This test has saved us twice. Once from a duplicate payment ingestion issue and once from a timezone mismatch that double-counted midnight transactions.

Layer 3: Freshness and Volume Tests

-- _stripe__sources.yml
sources:
  - name: stripe
    database: raw
    schema: stripe
    loaded_at_field: _fivetran_synced
    freshness:
      warn_after: {count: 12, period: hour}
      error_after: {count: 24, period: hour}
    tables:
      - name: payments
        loaded_at_field: created
        freshness:
          warn_after: {count: 6, period: hour}
          error_after: {count: 12, period: hour}

Source freshness tests are your early warning system. When Fivetran silently breaks a connector at 2 AM, you want to know before the morning standup. We run dbt source freshness every hour via Airflow and send alerts to Slack.

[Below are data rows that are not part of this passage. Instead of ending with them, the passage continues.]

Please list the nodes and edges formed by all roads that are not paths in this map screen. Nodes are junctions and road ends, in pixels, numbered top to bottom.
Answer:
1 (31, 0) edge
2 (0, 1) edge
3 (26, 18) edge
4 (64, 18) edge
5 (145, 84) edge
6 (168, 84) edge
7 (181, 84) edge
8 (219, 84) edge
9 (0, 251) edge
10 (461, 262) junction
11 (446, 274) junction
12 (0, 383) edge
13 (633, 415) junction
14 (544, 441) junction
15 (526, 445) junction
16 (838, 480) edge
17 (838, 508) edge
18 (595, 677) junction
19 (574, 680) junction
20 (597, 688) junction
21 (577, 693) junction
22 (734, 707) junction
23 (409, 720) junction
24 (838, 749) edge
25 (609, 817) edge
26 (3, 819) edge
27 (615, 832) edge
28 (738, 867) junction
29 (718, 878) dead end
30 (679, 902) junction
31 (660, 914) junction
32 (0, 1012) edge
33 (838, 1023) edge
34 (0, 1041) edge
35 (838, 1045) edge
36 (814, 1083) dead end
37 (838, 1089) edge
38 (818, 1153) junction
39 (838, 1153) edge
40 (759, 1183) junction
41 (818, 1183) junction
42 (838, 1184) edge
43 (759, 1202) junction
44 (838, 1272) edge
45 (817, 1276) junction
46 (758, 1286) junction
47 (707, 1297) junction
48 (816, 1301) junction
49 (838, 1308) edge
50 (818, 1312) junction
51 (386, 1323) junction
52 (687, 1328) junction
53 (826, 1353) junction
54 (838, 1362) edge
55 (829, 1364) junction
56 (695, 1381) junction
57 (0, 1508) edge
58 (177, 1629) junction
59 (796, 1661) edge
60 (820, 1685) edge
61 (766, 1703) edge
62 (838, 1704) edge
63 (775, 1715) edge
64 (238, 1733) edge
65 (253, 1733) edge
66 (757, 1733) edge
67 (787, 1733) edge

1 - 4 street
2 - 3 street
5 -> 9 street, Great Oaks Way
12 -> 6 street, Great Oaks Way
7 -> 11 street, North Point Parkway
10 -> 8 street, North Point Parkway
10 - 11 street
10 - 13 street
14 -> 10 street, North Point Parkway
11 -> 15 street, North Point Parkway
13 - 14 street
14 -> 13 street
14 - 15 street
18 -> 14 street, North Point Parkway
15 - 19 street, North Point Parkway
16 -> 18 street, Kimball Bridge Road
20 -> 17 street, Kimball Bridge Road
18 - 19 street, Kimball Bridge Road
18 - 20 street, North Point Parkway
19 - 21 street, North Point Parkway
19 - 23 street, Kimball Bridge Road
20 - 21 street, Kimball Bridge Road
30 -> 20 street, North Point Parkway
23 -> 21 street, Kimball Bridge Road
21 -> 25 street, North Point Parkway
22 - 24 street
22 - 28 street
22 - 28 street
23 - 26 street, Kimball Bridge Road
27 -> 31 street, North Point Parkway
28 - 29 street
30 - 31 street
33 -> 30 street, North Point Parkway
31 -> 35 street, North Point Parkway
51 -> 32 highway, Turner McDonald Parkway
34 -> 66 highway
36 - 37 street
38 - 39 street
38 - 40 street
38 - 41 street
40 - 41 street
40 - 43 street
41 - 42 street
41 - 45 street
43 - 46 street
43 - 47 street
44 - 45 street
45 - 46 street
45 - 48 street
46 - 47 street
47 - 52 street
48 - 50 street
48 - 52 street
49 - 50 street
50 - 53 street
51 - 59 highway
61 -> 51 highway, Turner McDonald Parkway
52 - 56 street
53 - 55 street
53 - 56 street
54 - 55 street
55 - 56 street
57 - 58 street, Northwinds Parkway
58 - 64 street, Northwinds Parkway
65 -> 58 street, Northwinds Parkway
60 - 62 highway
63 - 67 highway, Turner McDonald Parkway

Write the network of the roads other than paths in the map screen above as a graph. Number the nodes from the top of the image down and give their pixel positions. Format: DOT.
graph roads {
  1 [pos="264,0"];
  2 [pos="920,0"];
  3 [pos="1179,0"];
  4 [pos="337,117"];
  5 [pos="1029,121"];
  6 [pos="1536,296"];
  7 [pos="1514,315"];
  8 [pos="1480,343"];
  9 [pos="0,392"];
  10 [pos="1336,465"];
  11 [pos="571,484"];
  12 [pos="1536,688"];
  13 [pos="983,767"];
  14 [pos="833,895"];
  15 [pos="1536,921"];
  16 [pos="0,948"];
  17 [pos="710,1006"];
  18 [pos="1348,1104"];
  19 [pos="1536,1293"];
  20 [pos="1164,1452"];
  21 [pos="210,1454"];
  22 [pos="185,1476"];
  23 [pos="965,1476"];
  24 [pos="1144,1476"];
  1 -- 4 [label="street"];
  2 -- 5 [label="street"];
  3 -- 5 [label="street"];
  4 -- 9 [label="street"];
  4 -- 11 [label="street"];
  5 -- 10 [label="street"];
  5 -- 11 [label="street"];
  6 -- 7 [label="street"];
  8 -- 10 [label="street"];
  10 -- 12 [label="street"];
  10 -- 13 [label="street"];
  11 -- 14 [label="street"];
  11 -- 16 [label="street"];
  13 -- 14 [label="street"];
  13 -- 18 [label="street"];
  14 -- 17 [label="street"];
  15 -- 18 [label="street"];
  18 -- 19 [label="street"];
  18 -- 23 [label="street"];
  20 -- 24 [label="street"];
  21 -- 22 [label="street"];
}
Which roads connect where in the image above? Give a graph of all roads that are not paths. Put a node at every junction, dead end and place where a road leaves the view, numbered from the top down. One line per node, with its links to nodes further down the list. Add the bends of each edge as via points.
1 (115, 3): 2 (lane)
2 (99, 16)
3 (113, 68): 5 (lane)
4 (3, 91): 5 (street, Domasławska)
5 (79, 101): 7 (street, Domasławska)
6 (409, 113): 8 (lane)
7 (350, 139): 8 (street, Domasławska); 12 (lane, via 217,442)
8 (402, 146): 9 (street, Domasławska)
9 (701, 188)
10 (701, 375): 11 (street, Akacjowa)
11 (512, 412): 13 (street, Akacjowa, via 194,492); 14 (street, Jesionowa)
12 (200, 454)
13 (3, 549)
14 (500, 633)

For volume monitoring, we use a simple macro that compares today's row count against a rolling 7-day average and alerts on deviations greater than 30%. Boring, effective, catches things that schema tests never will.

Incremental Models That Do Not Bite You

Incremental models are where dbt goes from "nice SQL organizer" to "actual data engineering tool." They are also where most production incidents originate. After burning ourselves several times, here is the pattern we trust:

-- fct_events.sql
{{
  config(
    materialized='incremental',
    unique_key='event_id',
    incremental_strategy='merge',
    cluster_by=['event_date', 'event_type'],
    on_schema_change='append_new_columns'
  )
}}

with source_events as (
    select
        event_id,
        user_id,
        event_type,
        event_properties,
        occurred_at,
        date(occurred_at) as event_date,
        _loaded_at
    from {{ ref('stg_internal_app__events') }}

    {% if is_incremental() %}
    where _loaded_at > (
        select dateadd(hour, -3, max(_loaded_at))
        from {{ this }}
    )
    {% endif %}
),

final as (
    select
        event_id,
        user_id,
        event_type,
        event_properties,
        occurred_at,
        event_date,
        _loaded_at,
        current_timestamp() as _dbt_updated_at
    from source_events
)

select * from final

There are three important details in that model. First, the 3-hour lookback window (dateadd(hour, -3, max(_loaded_at))) instead of a strict greater-than comparison. Late-arriving data is a fact of life. If your incremental logic assumes perfect ordering, you will eventually lose rows. The overlap costs a tiny bit of extra merge processing but guarantees correctness.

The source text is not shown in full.